Quizá también pecadora reincidente por pretender además ordenar el presente y el futuro de los que parí, para calmar mi pasado, para resarcirme, para restaurar el orden, justo aquello que tanto odié de mis padres.
Me empecé a replantear dónde estaba y hacia donde iba, mis eternas preguntas; pero en lugar de encontrar un suelo y un cielo, me vi vagando en un interminable laberinto sin planos ni coordenadas. Mi brújula tampoco sirvió porque el Norte ya no es casa, el Sur es solo el infierno y el Este y el Oeste son solo las casas de las brujas malas.
No hubo golpe, fue aterrizaje en un océano, como un desierto de agua salada. Sin más neumático ni balsa, solo me mantengo a flote con un salvavidas pegado a la piel que soy yo misma, que voy hinchando de suspiros y lágrimas para sostenerme y mantenerme en la superficie. Las lágrimas saladas se confunden con el agua en el que floto, así que nadie imagina que pataleo ni lucho para sostener medio cuerpo a la vista, tengo experiencia en rescates de mí misma, en subirme a barcos extranjeros que solo me saquearon para lanzarme de nuevo al desierto salado.

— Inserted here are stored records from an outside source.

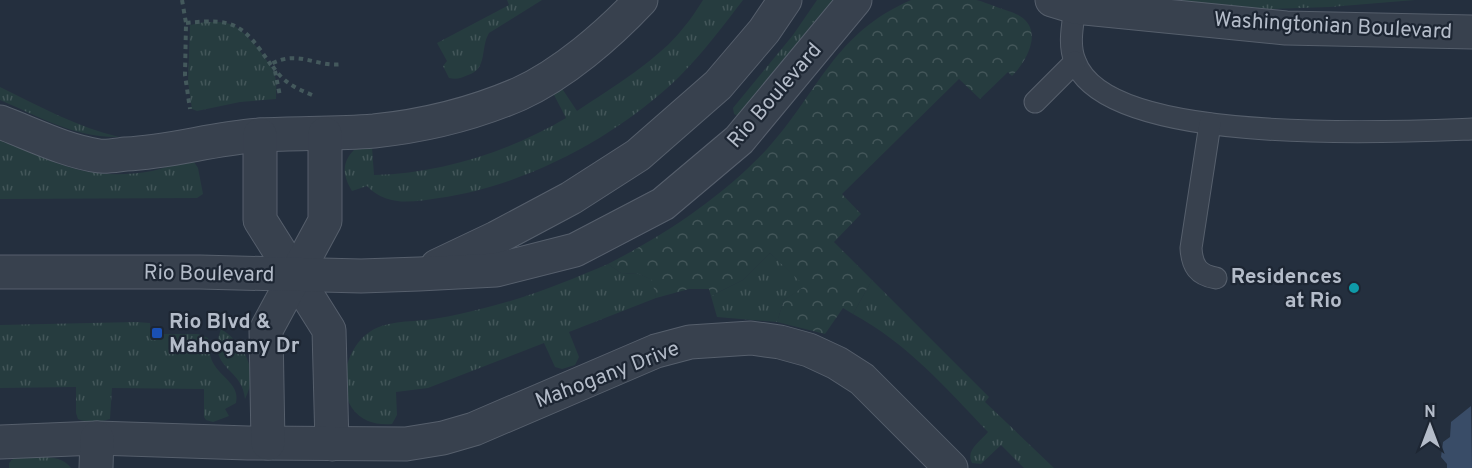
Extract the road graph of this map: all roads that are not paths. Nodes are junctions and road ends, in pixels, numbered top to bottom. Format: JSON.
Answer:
{"nodes":[{"id":1,"x":641,"y":0,"type":"edge"},
{"id":2,"x":785,"y":0,"type":"edge"},
{"id":3,"x":855,"y":0,"type":"edge"},
{"id":4,"x":1064,"y":3,"type":"edge"},
{"id":5,"x":1472,"y":32,"type":"edge"},
{"id":6,"x":1075,"y":62,"type":"junction"},
{"id":7,"x":1035,"y":102,"type":"dead end"},
{"id":8,"x":0,"y":122,"type":"edge"},
{"id":9,"x":1210,"y":124,"type":"junction"},
{"id":10,"x":1472,"y":129,"type":"edge"},
{"id":11,"x":325,"y":134,"type":"junction"},
{"id":12,"x":260,"y":135,"type":"junction"},
{"id":13,"x":0,"y":272,"type":"edge"},
{"id":14,"x":296,"y":274,"type":"junction"},
{"id":15,"x":419,"y":274,"type":"junction"},
{"id":16,"x":1216,"y":278,"type":"dead end"},
{"id":17,"x":0,"y":442,"type":"edge"},
{"id":18,"x":268,"y":443,"type":"junction"},
{"id":19,"x":332,"y":444,"type":"junction"},
{"id":20,"x":96,"y":453,"type":"edge"},
{"id":21,"x":951,"y":468,"type":"edge"}],
"edges":[{"from":1,"to":11,"type":"street"},
{"from":2,"to":15,"type":"street","name":"Rio Boulevard"},
{"from":3,"to":15,"type":"street","name":"Rio Boulevard"},
{"from":4,"to":5,"type":"street","name":"Washingtonian Boulevard"},
{"from":4,"to":6,"type":"lane"},
{"from":6,"to":7,"type":"lane"},
{"from":6,"to":9,"type":"lane"},
{"from":8,"to":12,"type":"street"},
{"from":9,"to":10,"type":"lane"},
{"from":9,"to":16,"type":"lane"},
{"from":11,"to":12,"type":"street"},
{"from":11,"to":14,"type":"street"},
{"from":12,"to":14,"type":"street"},
{"from":13,"to":14,"type":"street","name":"Rio Boulevard"},
{"from":14,"to":15,"type":"street","name":"Rio Boulevard"},
{"from":14,"to":18,"type":"street"},
{"from":14,"to":19,"type":"street"},
{"from":17,"to":20,"type":"street","name":"Mahogany Drive"},
{"from":18,"to":19,"type":"street","name":"Mahogany Drive"},
{"from":18,"to":20,"type":"street","name":"Mahogany Drive"},
{"from":19,"to":21,"type":"street","name":"Mahogany Drive"}]}
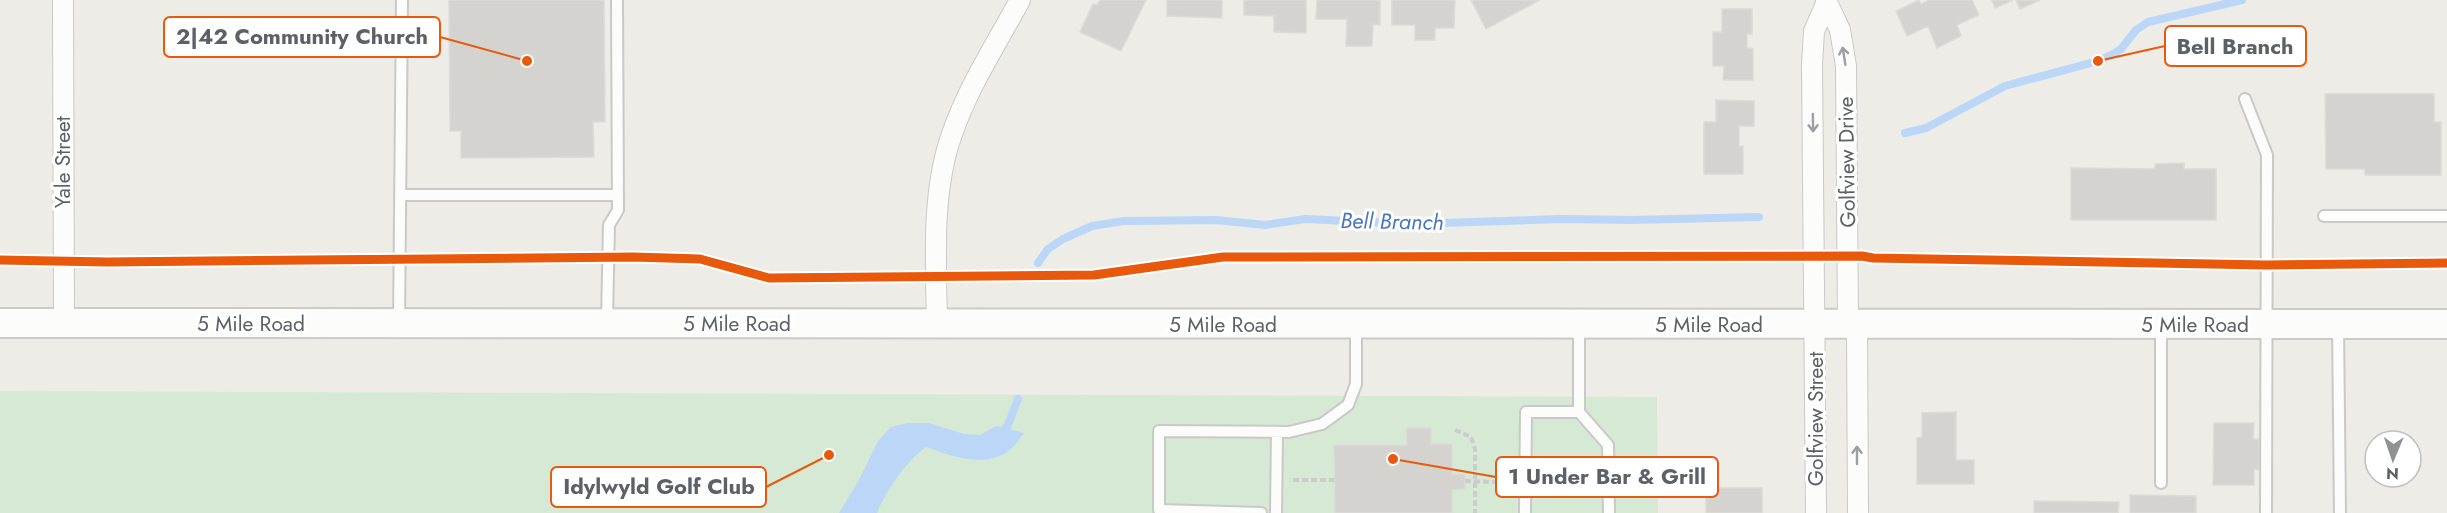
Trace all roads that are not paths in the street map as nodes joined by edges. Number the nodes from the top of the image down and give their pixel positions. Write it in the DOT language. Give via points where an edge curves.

Nada tengo para asirme, se trata como siempre de sostenerme ahí mientras dure la tormenta, la esperanza se evapora con un sol inclemente mientras por dentro se siguen congelando mis órganos.

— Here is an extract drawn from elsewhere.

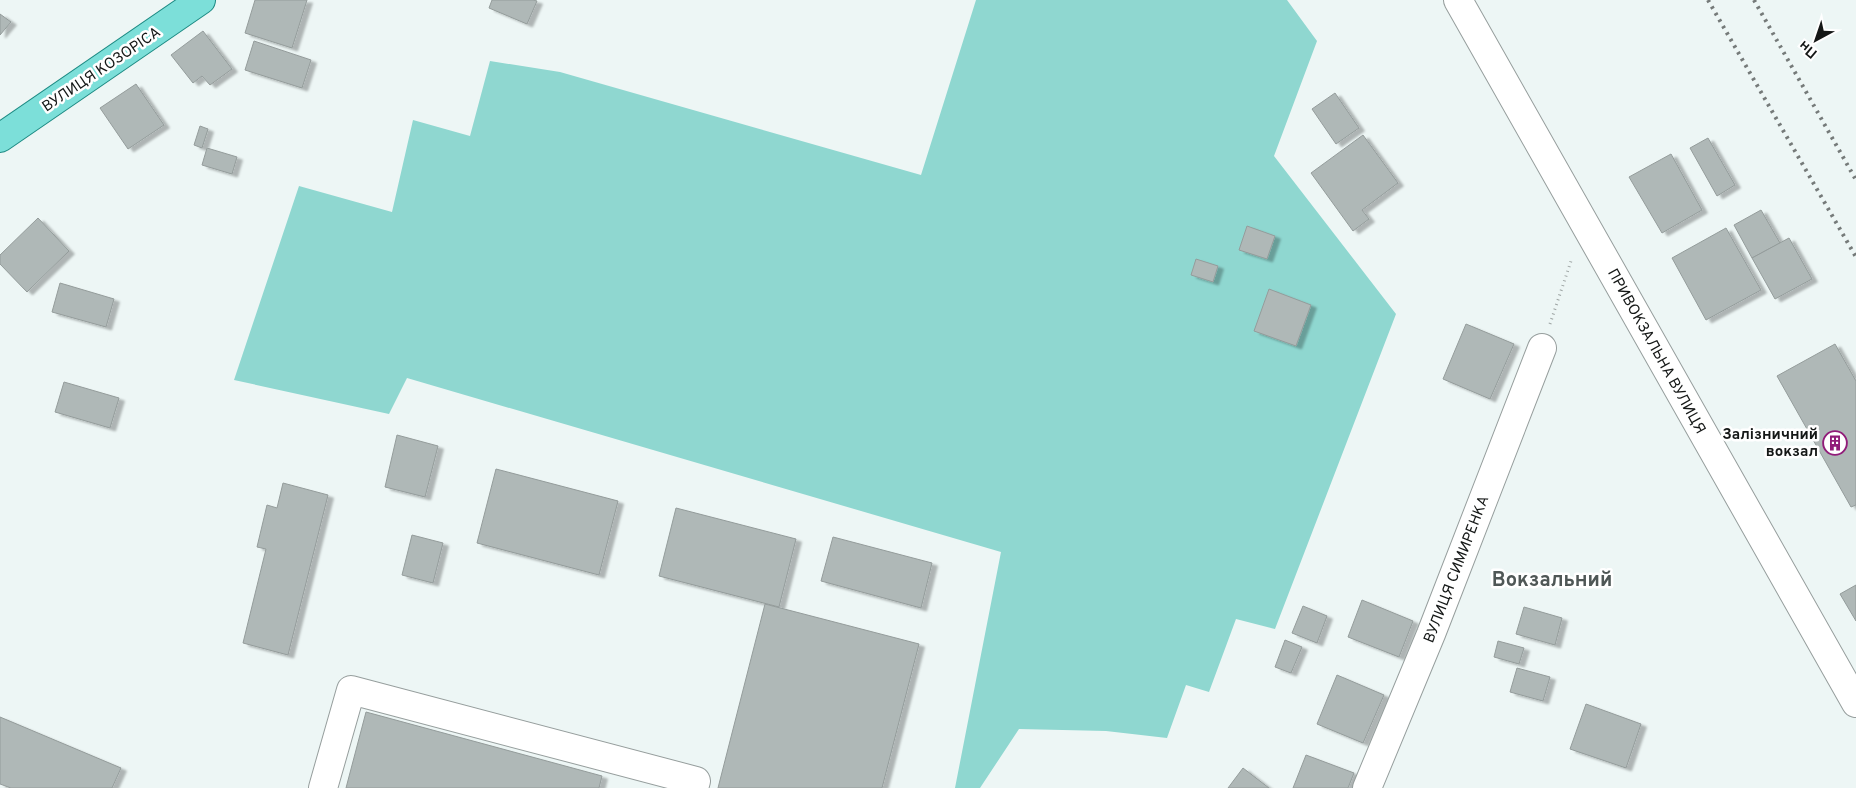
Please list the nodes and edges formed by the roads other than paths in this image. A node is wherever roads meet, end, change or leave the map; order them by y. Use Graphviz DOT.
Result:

Y siempre pasa el milagro, -pasará- cuando me dejo caer al fondo es, cuando al tocar con la punta de los dedos, rozando el abismo, vuelve a prender eso que está en lo más profundo y que, como una corriente, vuelve a cortocircuitar mi pecho y vuelvo a latir, a sentir, a subir, a dar las gracias. Y cuando lo aviste, a desear que ese barco, que es mío, con bandera de paz, me acoja por más tiempo.